During these tough times as an educator–as a person–I often find myself sitting, sipping coffee, and reflecting. Frozen in the moments of silence and disbelief. Simply frozen in the stillness.
Just a month ago I was answering emails by the hour while returning missed calls. Just a month ago, I was preparing presentations, attending trainings, scheduling upcoming events. Just a month ago, I was planning our summer getaway, frantically meal prepping, and fitting in quick 20 minute workouts.
One month ago.
Just a week ago, I finished my second book that I’m reading for pleasure. Just a week ago, my husband and I spent our first night with his family on a virtual game night (we’ve had three now) and we were also able to zoom family from afar. Just a week ago, I picked up skills I never knew I had–arm-knitting (Grandma would be proud) lego building, etc.
One week ago.
Just yesterday I binge watched 24, I slept until 9:00am, I went for an extra run, I cuddled by dogs a little longer. I poured an extra cup of coffee. I ate chocolate chips out of the bag. I appreciated the simple things of my husband, instead of making everything so complicated.
I gave myself permission.
It’s sad to admit it; and, quite frankly, it’s a tad embarrassing to confess to you–the public–that I have to give myself permission to do those simple tasks. Yet, is that not the truth? We busy ourselves in the minute. We make the simple, complex.
We create a life where we feel the need to grant permission to enjoy the little intricacies of life.

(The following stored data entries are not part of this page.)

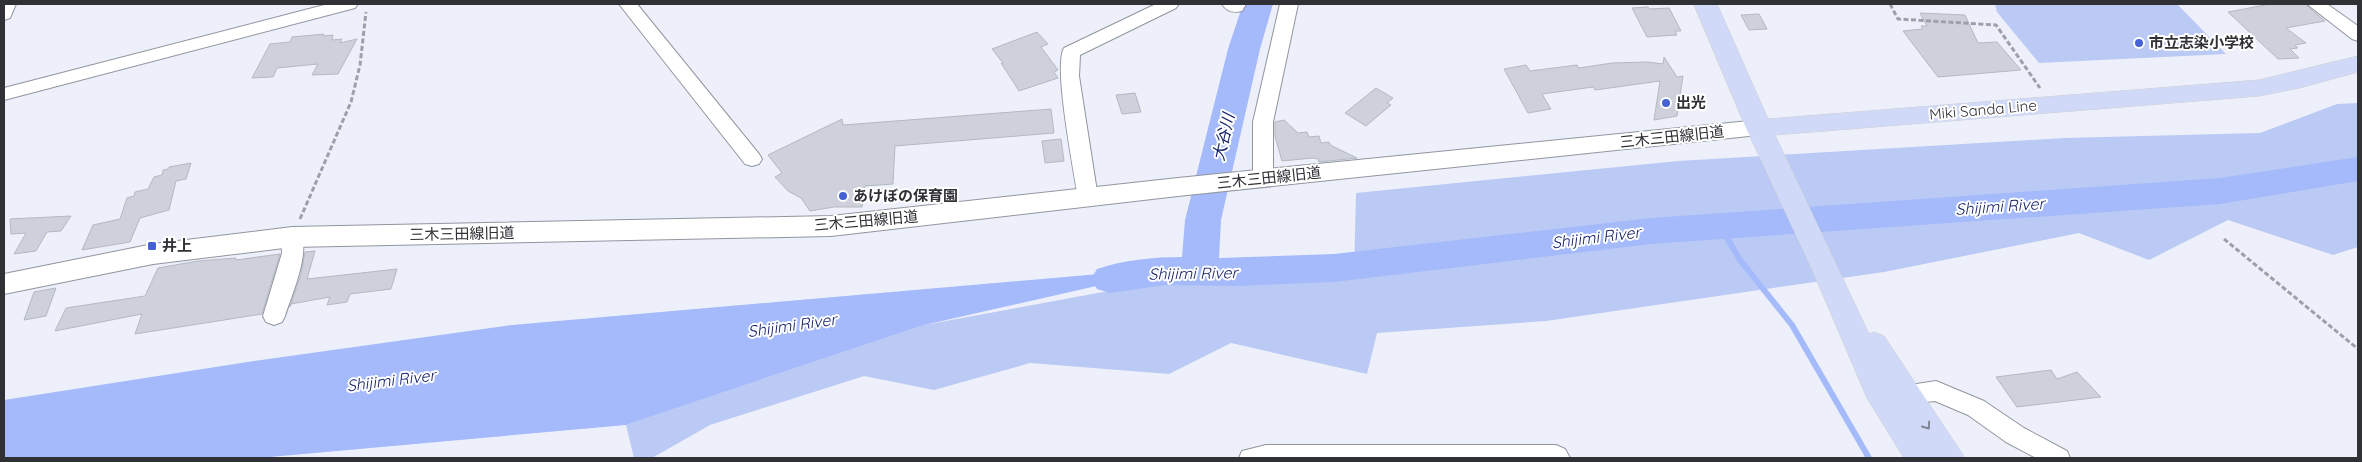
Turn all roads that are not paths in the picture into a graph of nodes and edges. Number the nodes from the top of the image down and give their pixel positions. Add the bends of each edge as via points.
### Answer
1 (6, 4) edge
2 (349, 4) edge
3 (628, 4) edge
4 (1170, 4) edge
5 (1231, 4) edge
6 (1237, 4) edge
7 (1289, 4) edge
8 (1704, 4) edge
9 (2316, 4) edge
10 (4, 14) edge
11 (2358, 35) edge
12 (2358, 64) edge
13 (4, 94) edge
14 (1764, 140) junction
15 (752, 159) dead end
16 (1263, 179) junction
17 (1088, 198) junction
18 (292, 237) junction
19 (4, 284) edge
20 (274, 316) dead end
21 (1894, 396) junction
22 (1262, 458) edge
23 (1558, 458) edge
24 (1920, 458) edge
25 (1950, 458) edge
26 (2058, 458) edge

1 - 10 street
2 - 13 street
3 - 15 street
4 - 17 street via 1071,52 1070,76
5 - 6 street via 1236,7
7 - 16 street via 1263,122
8 - 14 main road
9 - 11 street
12 - 14 main road, Miki Sanda Line via 2259,88 2052,105
14 - 16 street, 三木三田線旧道
14 - 21 main road via 1825,267
16 - 17 street, 三木三田線旧道
17 - 18 street, 三木三田線旧道 via 831,226
18 - 19 street, 三木三田線旧道 via 153,254
18 - 20 street via 293,252
21 - 24 main road
21 -> 25 main road
21 - 26 street via 1936,391 1976,408 2015,435
22 - 23 street

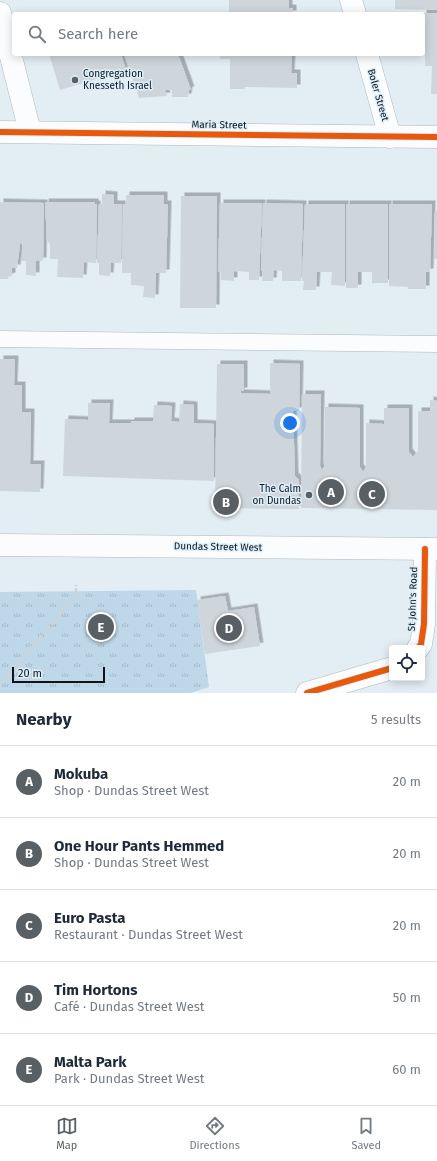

And…that is my fear. People always say don’t lose sight of these moments you have right now–when life slows down, when you have no choice but to keep life simple. People ask, “What will life be like when we get back to normalcy?” I fear I go back to a life where I need to grant myself permission, where you might feel the urge to grant yourself permission.
Yet, no matter my fear…
I won’t. I can’t. You can’t.
My challenge for you, for me, is to move forward and live a life full of extra cups of coffee, lost in a good book, and unknown adventures that lead you to new discoveries.
Go, live a life where you are (and I am) granted full permission, without the guilt and the ‘what-ifs’.